Canadian organizations are relying on variable compensation— performance-related rewards that must be re-earned each year and do not increase base salary—and perquisites to attract, retain, incent and reward key employees, according to Hewitt Associates.

Its 30th annual Canada Salary Increase Survey finds that because the supply of workers with special skills or training (such as engineering or information technology) is so low compared with the demand, 36% of companies make special compensation arrangements outside of base salary to attract and retain them. Employers also go to special lengths to recruit and retain workers in certain parts of the country, particularly Alberta.

The most frequently offered monetary arrangements are sign-on and/or retention bonuses and a living/housing allowance while non-monetary rewards include a cellphone, computer, flexible work arrangements, car allowance, help with finding housing, and extra vacation time.

Still, employers find that creating and implementing a successful variable pay program is harder than they think. Two-thirds reported difficulty in designing pay programs that give employees a clear line of sight between their achievements and their reward.
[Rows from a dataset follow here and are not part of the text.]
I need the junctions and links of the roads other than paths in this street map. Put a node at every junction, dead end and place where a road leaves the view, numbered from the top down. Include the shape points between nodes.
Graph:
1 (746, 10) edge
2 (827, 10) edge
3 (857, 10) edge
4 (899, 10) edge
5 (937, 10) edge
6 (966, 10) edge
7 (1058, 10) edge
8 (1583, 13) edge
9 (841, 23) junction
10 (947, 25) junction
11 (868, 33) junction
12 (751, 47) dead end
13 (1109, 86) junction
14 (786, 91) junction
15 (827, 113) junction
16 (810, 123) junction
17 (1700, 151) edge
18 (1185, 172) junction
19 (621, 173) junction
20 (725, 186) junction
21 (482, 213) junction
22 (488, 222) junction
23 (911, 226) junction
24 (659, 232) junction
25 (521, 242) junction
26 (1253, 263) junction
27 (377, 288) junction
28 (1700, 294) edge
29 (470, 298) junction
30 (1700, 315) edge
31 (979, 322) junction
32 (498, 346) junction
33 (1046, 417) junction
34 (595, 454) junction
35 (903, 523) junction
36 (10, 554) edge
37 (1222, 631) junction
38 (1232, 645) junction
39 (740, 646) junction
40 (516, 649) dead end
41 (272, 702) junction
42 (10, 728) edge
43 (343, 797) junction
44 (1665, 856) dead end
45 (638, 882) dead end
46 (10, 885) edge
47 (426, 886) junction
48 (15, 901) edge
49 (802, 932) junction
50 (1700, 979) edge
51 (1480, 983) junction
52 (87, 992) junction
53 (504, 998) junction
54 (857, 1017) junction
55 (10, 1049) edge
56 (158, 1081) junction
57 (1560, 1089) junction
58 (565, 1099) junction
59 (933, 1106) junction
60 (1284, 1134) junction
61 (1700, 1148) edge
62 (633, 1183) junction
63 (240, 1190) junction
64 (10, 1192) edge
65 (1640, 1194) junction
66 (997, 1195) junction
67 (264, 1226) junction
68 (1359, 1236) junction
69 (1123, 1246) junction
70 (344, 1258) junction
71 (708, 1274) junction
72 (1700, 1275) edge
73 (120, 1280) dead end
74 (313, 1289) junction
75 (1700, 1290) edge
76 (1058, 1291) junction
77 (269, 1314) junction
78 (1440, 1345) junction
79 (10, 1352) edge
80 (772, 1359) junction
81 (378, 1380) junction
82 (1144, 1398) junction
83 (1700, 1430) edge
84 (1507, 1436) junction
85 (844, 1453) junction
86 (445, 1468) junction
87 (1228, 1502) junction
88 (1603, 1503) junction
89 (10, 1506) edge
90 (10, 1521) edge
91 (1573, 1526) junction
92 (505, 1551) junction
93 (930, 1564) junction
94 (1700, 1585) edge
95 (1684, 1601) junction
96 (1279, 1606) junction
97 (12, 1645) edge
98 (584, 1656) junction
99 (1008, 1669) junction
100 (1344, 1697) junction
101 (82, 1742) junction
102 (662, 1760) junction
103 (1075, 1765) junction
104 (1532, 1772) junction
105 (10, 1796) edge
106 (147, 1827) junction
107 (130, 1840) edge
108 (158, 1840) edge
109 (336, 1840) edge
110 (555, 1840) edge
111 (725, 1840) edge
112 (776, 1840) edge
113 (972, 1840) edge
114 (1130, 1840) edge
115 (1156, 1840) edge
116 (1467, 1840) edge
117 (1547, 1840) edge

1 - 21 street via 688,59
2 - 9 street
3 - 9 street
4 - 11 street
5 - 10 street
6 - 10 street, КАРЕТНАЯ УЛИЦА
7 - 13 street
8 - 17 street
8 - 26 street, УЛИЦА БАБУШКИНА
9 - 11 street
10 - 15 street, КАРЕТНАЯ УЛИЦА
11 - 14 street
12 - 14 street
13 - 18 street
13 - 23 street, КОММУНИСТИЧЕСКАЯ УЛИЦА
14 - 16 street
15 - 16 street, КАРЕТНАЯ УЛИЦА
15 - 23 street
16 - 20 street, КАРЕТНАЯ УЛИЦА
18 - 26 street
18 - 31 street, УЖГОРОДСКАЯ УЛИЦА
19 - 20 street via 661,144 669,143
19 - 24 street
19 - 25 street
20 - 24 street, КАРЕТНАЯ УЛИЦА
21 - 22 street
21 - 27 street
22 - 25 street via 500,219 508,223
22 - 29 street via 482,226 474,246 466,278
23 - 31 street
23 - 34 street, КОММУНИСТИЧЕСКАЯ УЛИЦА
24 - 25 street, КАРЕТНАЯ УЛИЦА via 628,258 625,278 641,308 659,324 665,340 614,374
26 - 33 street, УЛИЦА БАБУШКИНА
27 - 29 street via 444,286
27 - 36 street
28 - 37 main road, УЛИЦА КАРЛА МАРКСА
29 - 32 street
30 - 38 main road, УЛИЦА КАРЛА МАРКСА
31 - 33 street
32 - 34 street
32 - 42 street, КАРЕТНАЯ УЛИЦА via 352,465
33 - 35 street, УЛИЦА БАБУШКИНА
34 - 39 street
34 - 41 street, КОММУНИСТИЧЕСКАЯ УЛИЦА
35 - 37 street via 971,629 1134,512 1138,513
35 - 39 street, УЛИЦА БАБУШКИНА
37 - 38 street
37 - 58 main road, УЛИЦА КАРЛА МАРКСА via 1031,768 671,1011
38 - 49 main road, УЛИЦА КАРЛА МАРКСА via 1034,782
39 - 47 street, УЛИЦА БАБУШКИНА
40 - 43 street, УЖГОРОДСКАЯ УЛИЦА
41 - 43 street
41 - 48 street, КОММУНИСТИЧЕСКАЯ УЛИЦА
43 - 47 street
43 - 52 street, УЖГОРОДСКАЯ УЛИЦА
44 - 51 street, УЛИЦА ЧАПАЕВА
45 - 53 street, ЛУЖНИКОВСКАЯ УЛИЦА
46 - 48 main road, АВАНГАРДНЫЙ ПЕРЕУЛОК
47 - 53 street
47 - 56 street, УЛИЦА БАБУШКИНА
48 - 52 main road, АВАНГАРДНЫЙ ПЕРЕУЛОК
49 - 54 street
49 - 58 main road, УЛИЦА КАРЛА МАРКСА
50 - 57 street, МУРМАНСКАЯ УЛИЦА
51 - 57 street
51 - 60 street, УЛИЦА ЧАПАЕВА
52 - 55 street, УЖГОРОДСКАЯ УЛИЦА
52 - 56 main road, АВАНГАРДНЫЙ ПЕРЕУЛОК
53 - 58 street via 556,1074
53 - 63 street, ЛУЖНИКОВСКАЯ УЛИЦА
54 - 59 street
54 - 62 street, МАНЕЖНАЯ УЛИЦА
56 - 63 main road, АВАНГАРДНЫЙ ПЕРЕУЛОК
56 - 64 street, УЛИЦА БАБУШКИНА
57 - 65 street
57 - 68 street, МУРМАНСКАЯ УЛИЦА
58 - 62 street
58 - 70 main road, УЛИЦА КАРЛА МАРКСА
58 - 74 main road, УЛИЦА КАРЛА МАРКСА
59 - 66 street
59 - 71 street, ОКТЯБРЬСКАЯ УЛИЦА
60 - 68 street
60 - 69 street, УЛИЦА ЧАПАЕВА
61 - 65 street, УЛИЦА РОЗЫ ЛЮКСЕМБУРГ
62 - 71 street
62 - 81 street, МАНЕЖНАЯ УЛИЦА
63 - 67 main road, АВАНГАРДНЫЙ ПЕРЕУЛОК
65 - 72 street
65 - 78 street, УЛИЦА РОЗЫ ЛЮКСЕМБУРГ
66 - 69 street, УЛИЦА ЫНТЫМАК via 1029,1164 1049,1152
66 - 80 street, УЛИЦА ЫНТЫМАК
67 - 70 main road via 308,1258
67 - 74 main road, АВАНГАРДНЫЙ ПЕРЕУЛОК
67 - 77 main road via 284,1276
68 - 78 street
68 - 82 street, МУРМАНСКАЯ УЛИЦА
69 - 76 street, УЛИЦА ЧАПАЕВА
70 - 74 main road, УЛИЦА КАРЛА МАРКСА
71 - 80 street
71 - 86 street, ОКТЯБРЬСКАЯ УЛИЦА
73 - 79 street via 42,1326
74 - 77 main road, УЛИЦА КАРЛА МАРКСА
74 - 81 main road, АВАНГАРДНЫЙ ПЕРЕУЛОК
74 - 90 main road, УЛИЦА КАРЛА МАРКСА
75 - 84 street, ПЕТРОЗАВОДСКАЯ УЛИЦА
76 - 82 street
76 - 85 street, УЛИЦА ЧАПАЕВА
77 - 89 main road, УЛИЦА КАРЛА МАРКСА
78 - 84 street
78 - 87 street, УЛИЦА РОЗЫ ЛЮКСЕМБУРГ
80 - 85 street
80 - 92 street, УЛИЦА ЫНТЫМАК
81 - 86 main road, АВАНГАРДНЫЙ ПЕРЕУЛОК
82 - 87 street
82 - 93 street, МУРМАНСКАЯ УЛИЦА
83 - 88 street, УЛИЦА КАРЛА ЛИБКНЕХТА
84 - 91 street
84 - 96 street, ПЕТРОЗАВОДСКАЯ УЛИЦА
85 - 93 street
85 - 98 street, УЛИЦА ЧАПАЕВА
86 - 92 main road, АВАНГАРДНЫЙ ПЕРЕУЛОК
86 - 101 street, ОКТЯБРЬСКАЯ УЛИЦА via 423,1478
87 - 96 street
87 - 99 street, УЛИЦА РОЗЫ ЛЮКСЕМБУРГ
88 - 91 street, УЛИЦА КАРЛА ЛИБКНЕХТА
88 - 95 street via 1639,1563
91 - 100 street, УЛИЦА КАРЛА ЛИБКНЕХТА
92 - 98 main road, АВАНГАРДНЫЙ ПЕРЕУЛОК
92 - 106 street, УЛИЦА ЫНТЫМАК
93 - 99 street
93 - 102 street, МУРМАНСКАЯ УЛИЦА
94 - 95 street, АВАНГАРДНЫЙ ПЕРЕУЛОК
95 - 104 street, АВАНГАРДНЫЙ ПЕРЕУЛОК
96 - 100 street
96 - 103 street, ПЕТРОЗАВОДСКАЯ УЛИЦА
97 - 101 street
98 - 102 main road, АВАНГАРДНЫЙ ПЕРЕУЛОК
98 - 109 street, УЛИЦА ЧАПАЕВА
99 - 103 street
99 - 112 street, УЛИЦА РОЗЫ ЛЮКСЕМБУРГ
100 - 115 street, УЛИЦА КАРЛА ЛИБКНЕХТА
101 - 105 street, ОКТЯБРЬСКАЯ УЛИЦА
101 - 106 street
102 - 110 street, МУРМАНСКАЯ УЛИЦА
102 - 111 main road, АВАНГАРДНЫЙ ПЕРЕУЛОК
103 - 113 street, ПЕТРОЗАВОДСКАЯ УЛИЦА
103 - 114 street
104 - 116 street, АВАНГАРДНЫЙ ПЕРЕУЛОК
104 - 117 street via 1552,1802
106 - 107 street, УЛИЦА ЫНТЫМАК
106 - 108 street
In addition, 61% cited enabling managers to have effective pay conversations with their reports as a challenge.

Successful variable pay programs have the ability to help employers drive business objectives as well as keep employees focused on their goals in order to realize their earning potential, says Jeff Vathje, a senior compensation consultant in Hewitt’s Calgary office. He adds that the program must be designed appropriately and administered properly.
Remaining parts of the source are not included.